This is a card in Dave's Virtual Box of Cards.

The Phased Approach

Created: 2022-04-29

On my htmx page, I’ve got working code, creative writing, and art. This is a lot of fun and lets me work on my three favorite pursuits.

But it’s hell on my willpower because there’s a lot of shifting gears between (at least) this many distinct activities:

  1. Learning the thing I’m about to demo

  2. Writing the code to demo it

  3. Creative idea generation

  4. Creative writing

  5. Drawing

Plus the usual file management tasks, etc. that tend to surround this type of project.

(I thought it would be a good idea to do all of those tasks for each little section together because, in theory, each little activity is a break from the previous activity?
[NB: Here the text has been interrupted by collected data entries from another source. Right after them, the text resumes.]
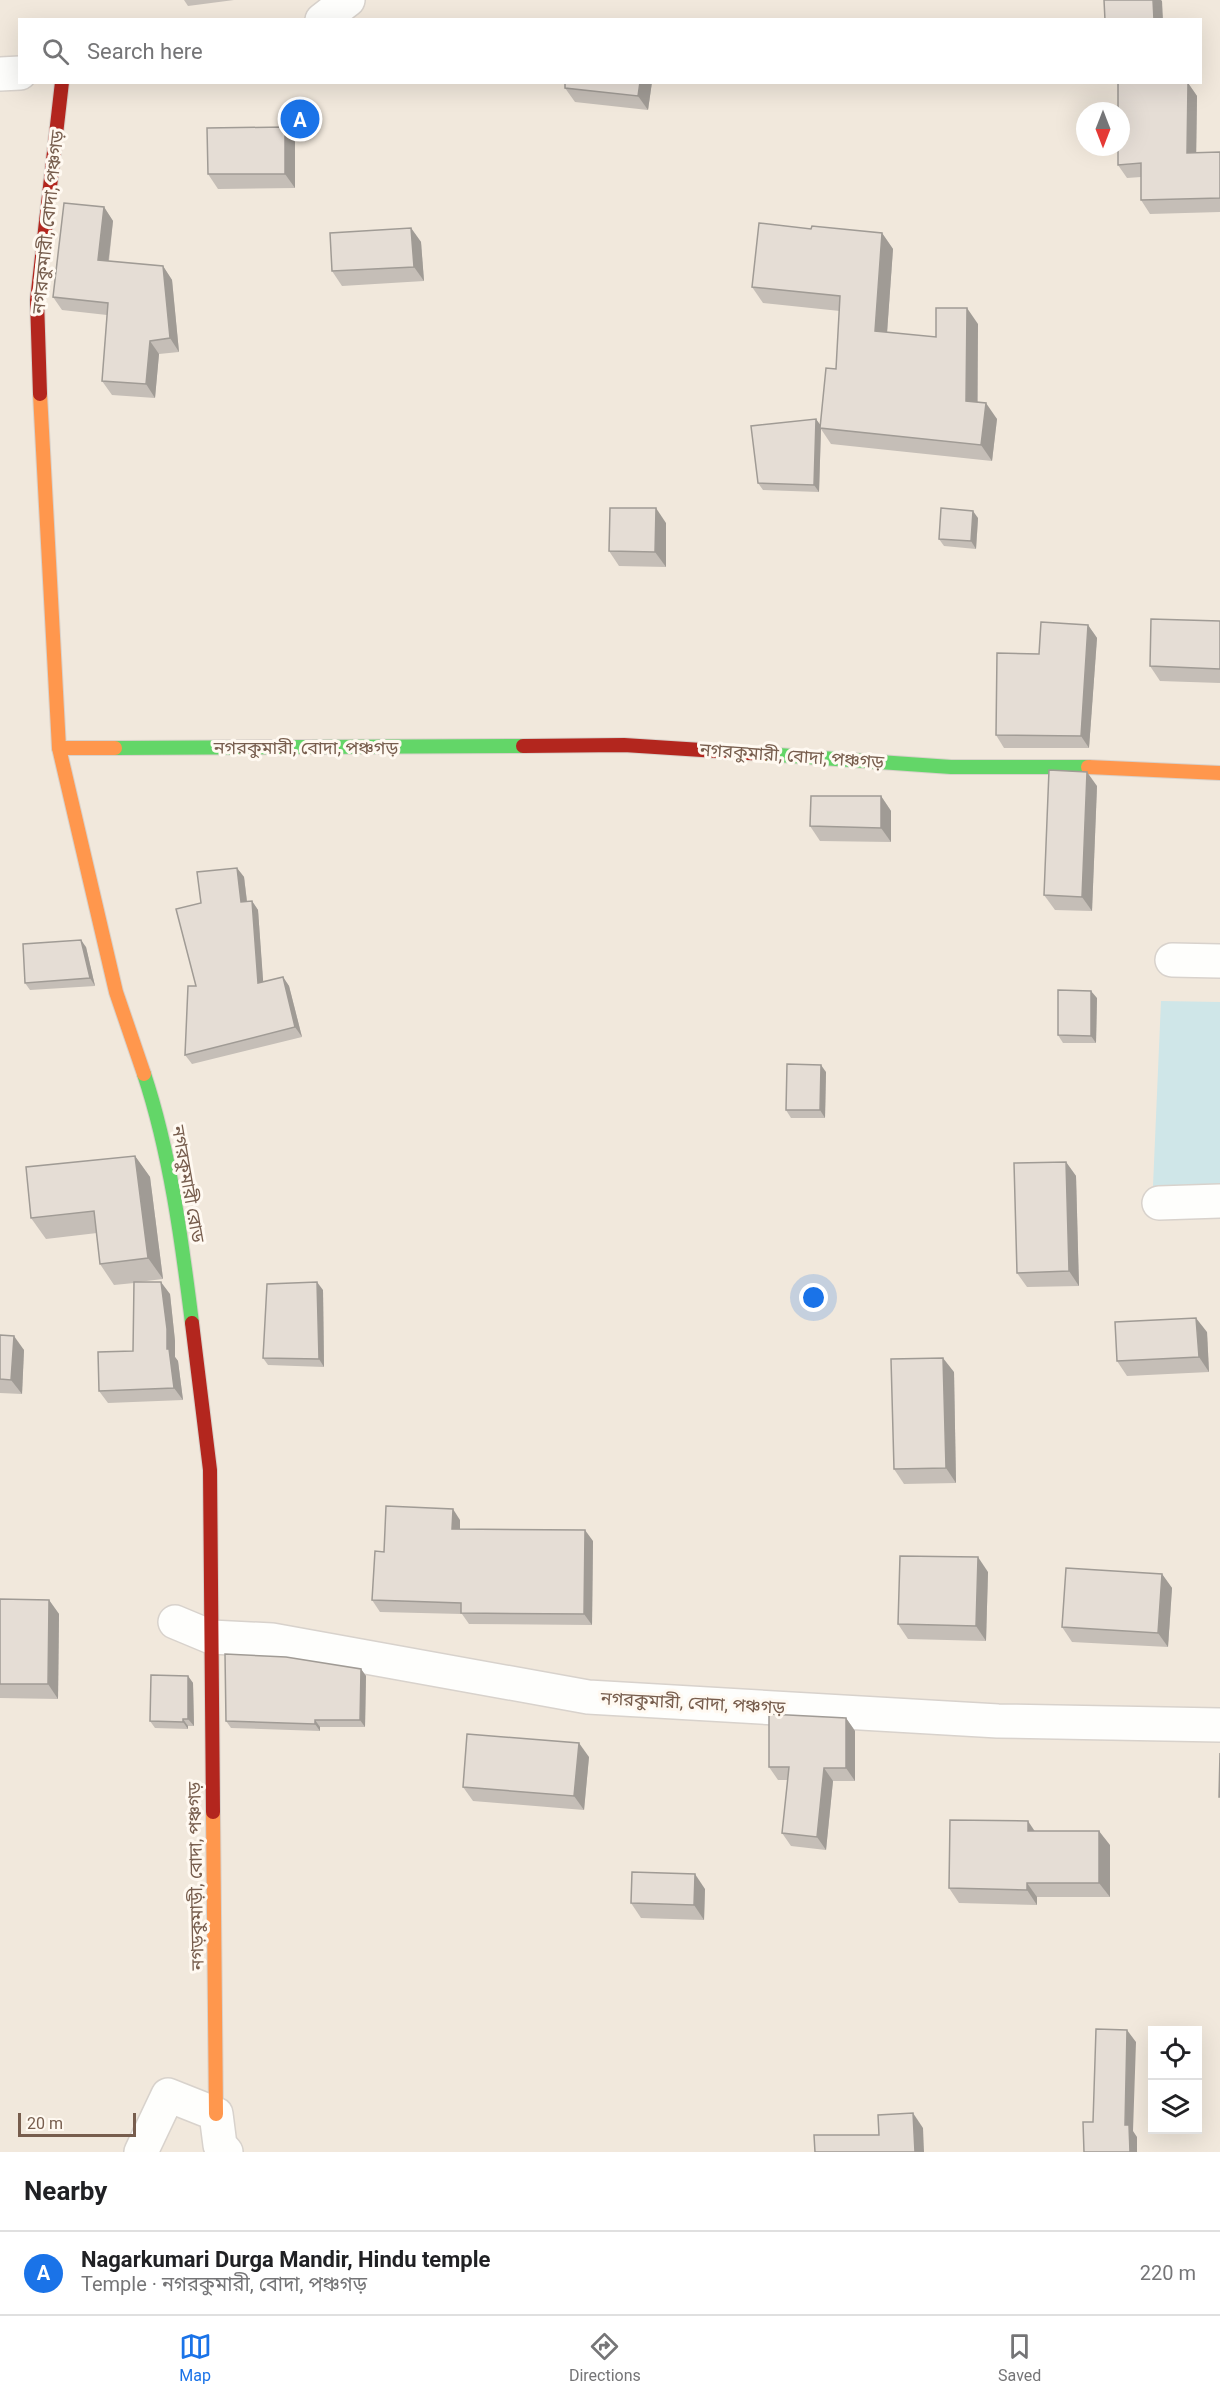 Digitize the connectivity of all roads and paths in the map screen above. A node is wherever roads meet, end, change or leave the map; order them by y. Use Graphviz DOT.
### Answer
graph roads {
  1 [pos="348,0"];
  2 [pos="325,18"];
  3 [pos="18,73"];
  4 [pos="0,74"];
  5 [pos="62,84"];
  6 [pos="59,748"];
  7 [pos="1220,773"];
  8 [pos="1172,960"];
  9 [pos="1220,961"];
  10 [pos="1220,1202"];
  11 [pos="1159,1203"];
  12 [pos="175,1622"];
  13 [pos="212,1637"];
  14 [pos="1220,1725"];
  15 [pos="216,2114"];
  16 [pos="141,2152"];
  17 [pos="226,2152"];
  1 -- 2 [label="street"];
  3 -- 4 [label="street"];
  5 -- 6 [label="street, নগরকুমারী, বোদা, পঞ্চগড়"];
  6 -- 7 [label="street, নগরকুমারী, বোদা, পঞ্চগড়"];
  6 -- 13 [label="street, নগরকুমারী রোড"];
  8 -- 9 [label="street"];
  10 -- 11 [label="street"];
  12 -- 13 [label="street, নগরকুমারী, বোদা, পঞ্চগড়"];
  13 -- 14 [label="street, নগরকুমারী, বোদা, পঞ্চগড়"];
  13 -- 15 [label="street, নগড়কুমাড়ী, বোদা, পঞ্চগড়"];
  15 -- 16 [label="street"];
  15 -- 17 [label="street"];
} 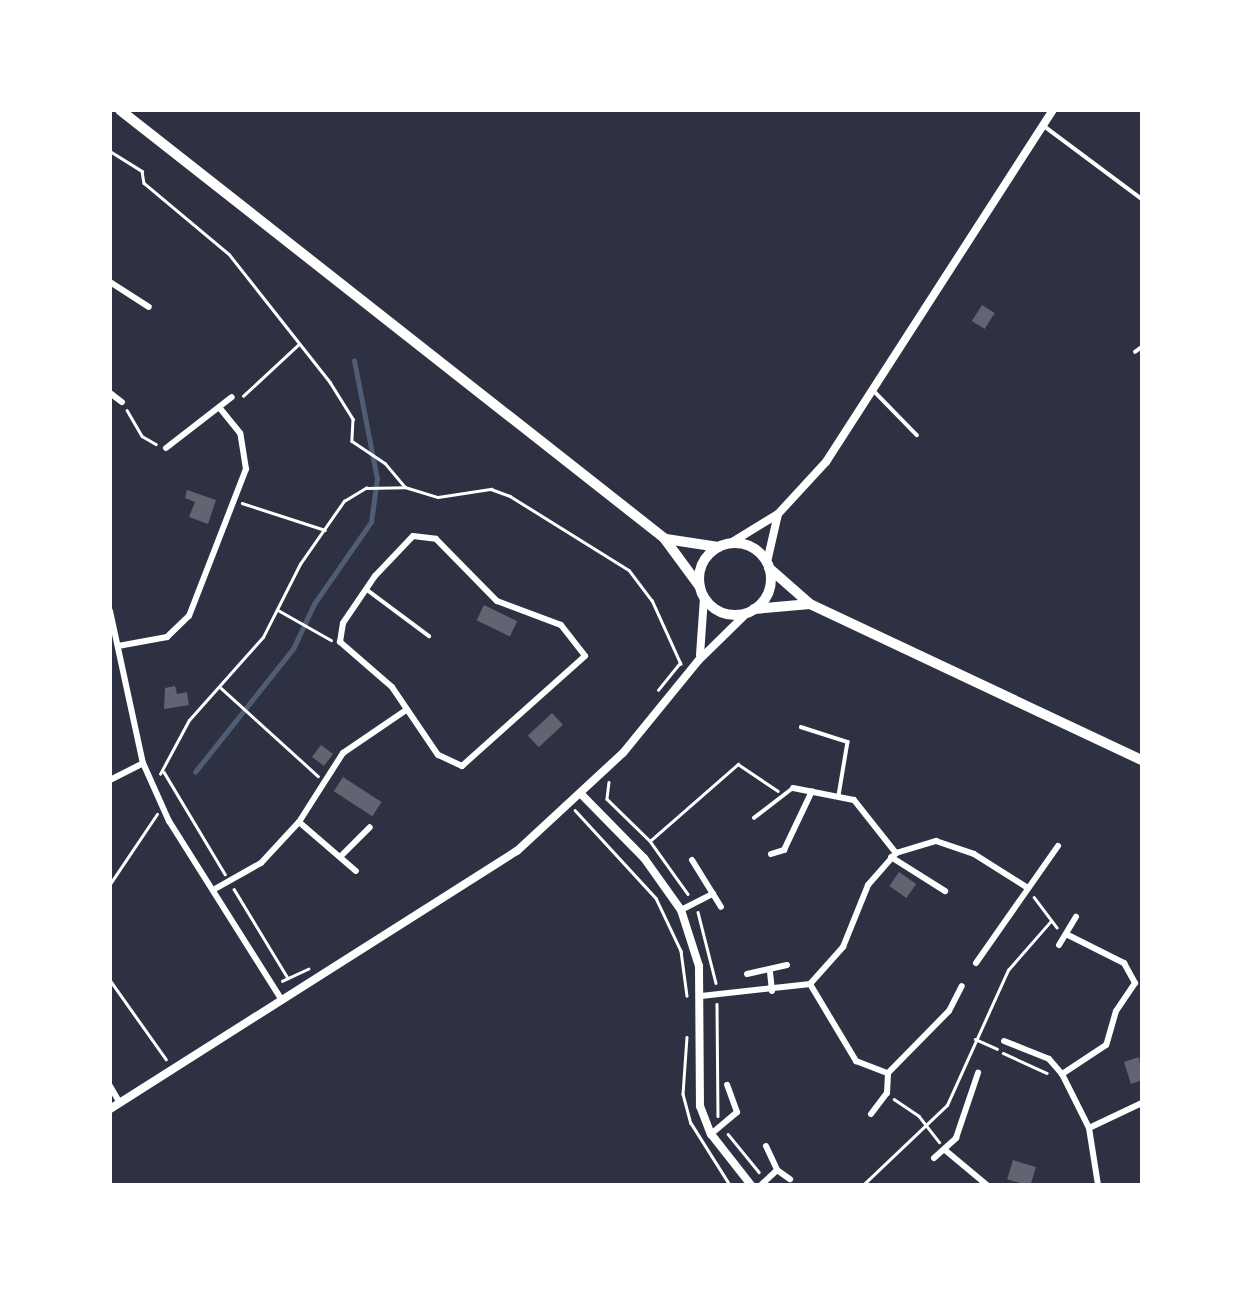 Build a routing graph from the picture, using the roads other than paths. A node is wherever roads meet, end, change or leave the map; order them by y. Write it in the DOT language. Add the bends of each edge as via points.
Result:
graph roads {
  1 [pos="120,110"];
  2 [pos="1053,110"];
  3 [pos="1043,125"];
  4 [pos="1142,199"];
  5 [pos="110,282"];
  6 [pos="149,307"];
  7 [pos="1142,347"];
  8 [pos="1135,352"];
  9 [pos="873,390"];
  10 [pos="110,393"];
  11 [pos="232,397"];
  12 [pos="122,402"];
  13 [pos="219,407"];
  14 [pos="917,435"];
  15 [pos="166,448"];
  16 [pos="779,514"];
  17 [pos="664,538"];
  18 [pos="723,545"];
  19 [pos="768,565"];
  20 [pos="366,589"];
  21 [pos="702,593"];
  22 [pos="810,604"];
  23 [pos="110,611"];
  24 [pos="750,611"];
  25 [pos="429,636"];
  26 [pos="118,646"];
  27 [pos="698,661"];
  28 [pos="406,710"];
  29 [pos="801,727"];
  30 [pos="1142,760"];
  31 [pos="143,763"];
  32 [pos="110,780"];
  33 [pos="793,788"];
  34 [pos="812,791"];
  35 [pos="581,794"];
  36 [pos="839,796"];
  37 [pos="754,818"];
  38 [pos="299,822"];
  39 [pos="370,827"];
  40 [pos="1058,846"];
  41 [pos="771,855"];
  42 [pos="894,855"];
  43 [pos="340,857"];
  44 [pos="692,860"];
  45 [pos="356,872"];
  46 [pos="1028,888"];
  47 [pos="212,890"];
  48 [pos="945,891"];
  49 [pos="713,894"];
  50 [pos="721,908"];
  51 [pos="681,910"];
  52 [pos="1076,917"];
  53 [pos="1068,934"];
  54 [pos="1059,945"];
  55 [pos="976,963"];
  56 [pos="787,965"];
  57 [pos="770,972"];
  58 [pos="747,974"];
  59 [pos="1139,983"];
  60 [pos="810,984"];
  61 [pos="962,986"];
  62 [pos="772,991"];
  63 [pos="701,996"];
  64 [pos="281,999"];
  65 [pos="1004,1041"];
  66 [pos="888,1073"];
  67 [pos="978,1073"];
  68 [pos="1062,1074"];
  69 [pos="727,1085"];
  70 [pos="110,1086"];
  71 [pos="120,1103"];
  72 [pos="1142,1103"];
  73 [pos="110,1110"];
  74 [pos="871,1114"];
  75 [pos="1089,1128"];
  76 [pos="711,1134"];
  77 [pos="766,1146"];
  78 [pos="945,1150"];
  79 [pos="934,1158"];
  80 [pos="777,1170"];
  81 [pos="790,1179"];
  82 [pos="983,1184"];
  83 [pos="751,1185"];
  84 [pos="761,1185"];
  85 [pos="1098,1185"];
  1 -- 17 [label="main road"];
  2 -- 3 [label="street"];
  3 -- 4 [label="lane"];
  3 -- 9 [label="street"];
  5 -- 6 [label="street"];
  7 -- 8 [label="lane"];
  9 -- 14 [label="lane"];
  9 -- 16 [label="street" via="827,462"];
  10 -- 12 [label="street"];
  11 -- 13 [label="street"];
  13 -- 15 [label="street"];
  13 -- 26 [label="street" via="247,450 236,501 189,616 167,637"];
  16 -- 18 [label="street"];
  16 -- 19 [label="street"];
  17 -- 18 [label="main road"];
  17 -- 21 [label="main road"];
  18 -- 19 [label="main road" via="751,547"];
  18 -- 21 [label="main road" via="702,564"];
  19 -- 22 [label="main road"];
  19 -- 24 [label="main road" via="769,591"];
  20 -- 25 [label="lane"];
  20 -- 28 [label="street" via="343,623 340,642 392,687"];
  20 -- 28 [label="street" via="413,536 436,539 481,588 561,625 585,656 462,766 438,755"];
  21 -- 24 [label="main road" via="723,613"];
  21 -- 27 [label="street"];
  22 -- 24 [label="main road"];
  22 -- 30 [label="main road"];
  23 -- 26 [label="street"];
  24 -- 27 [label="street"];
  26 -- 31 [label="street"];
  27 -- 35 [label="street"];
  28 -- 38 [label="street" via="343,753"];
  29 -- 36 [label="lane" via="848,742"];
  31 -- 32 [label="street"];
  31 -- 47 [label="street" via="163,808"];
  33 -- 34 [label="street"];
  33 -- 37 [label="lane"];
  34 -- 36 [label="street"];
  34 -- 41 [label="street" via="784,850"];
  35 -- 51 [label="street" via="643,858"];
  35 -- 64 [label="street" via="474,881"];
  36 -- 42 [label="street" via="854,800"];
  38 -- 43 [label="street"];
  38 -- 47 [label="street" via="261,863"];
  39 -- 43 [label="street"];
  40 -- 46 [label="street"];
  42 -- 46 [label="street" via="936,841 974,854"];
  42 -- 48 [label="street"];
  42 -- 60 [label="street" via="868,885 843,947"];
  43 -- 45 [label="street"];
  44 -- 49 [label="street"];
  46 -- 55 [label="street"];
  47 -- 64 [label="street"];
  49 -- 50 [label="street"];
  49 -- 51 [label="street"];
  51 -- 63 [label="street"];
  52 -- 53 [label="street"];
  53 -- 54 [label="street"];
  53 -- 59 [label="street" via="1124,962"];
  56 -- 57 [label="street"];
  57 -- 58 [label="street"];
  57 -- 62 [label="street"];
  59 -- 68 [label="street" via="1116,1011 1106,1045"];
  60 -- 62 [label="street"];
  60 -- 66 [label="street" via="856,1061"];
  61 -- 66 [label="street" via="949,1012"];
  62 -- 63 [label="street"];
  63 -- 76 [label="street" via="697,1090"];
  64 -- 71 [label="street"];
  65 -- 68 [label="street" via="1049,1059"];
  66 -- 74 [label="street" via="887,1093"];
  67 -- 78 [label="street" via="956,1138"];
  68 -- 75 [label="street"];
  69 -- 76 [label="street" via="737,1112 734,1121"];
  70 -- 71 [label="street"];
  71 -- 73 [label="street"];
  72 -- 75 [label="street"];
  75 -- 85 [label="street"];
  76 -- 83 [label="street"];
  77 -- 80 [label="street"];
  78 -- 79 [label="street"];
  78 -- 82 [label="street"];
  80 -- 81 [label="street"];
  80 -- 84 [label="street"];
}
In practice, it’s forcing me to get "into the zone" on one skill, and then switch to another, which I’ve found to be unpleasant and tiring.)

I already knew this: "assembly line" style is better!

If there’s one thing I’ve learned, it’s that if I can find a way to do all of one part of a task all at once, it lets me get good at (sometimes even automate) that task.

For example, if I need to do X, Y, and Z to 20 files, I find it’s often way easier and less stressful to do X 20 times, Y 20 times, and Z 20 times, even though it may well mean opening files 60 times instead of 20. In other words, grouping by task rather than file works way better for my brain.

(Arguably there’s some crossover here with CPUs and Data-Oriented Design?)

Anyway, I’m switching the aforementioned htmx demo work to three distinct phases:

  1. Learning/programming

  2. Creative idea/writing

  3. Drawing

As soon as I made the decision, it was light a weight fell off my shoulders and I immediately created the next demo section. (Some creative ideas also occurred to me, of course, so I left myself hints for the next phase.)

Counter-intuitive?

Don’t our brains thrive on spontaneity and hate repetition? I guess it’s not so clear-cut. I certainly hate to do something like solve 20 longhand division problems in a row.

And real assembly lines are probably hell on the body, unless you design the process carefully:

But some manual tasks can be zen-like when you get into them. And for some reason, that seems to apply to some mental tasks, too. There’s something pleasurable about a task that is going well and smoothly. The opposite is interrupted, exception-filled, branching work, right?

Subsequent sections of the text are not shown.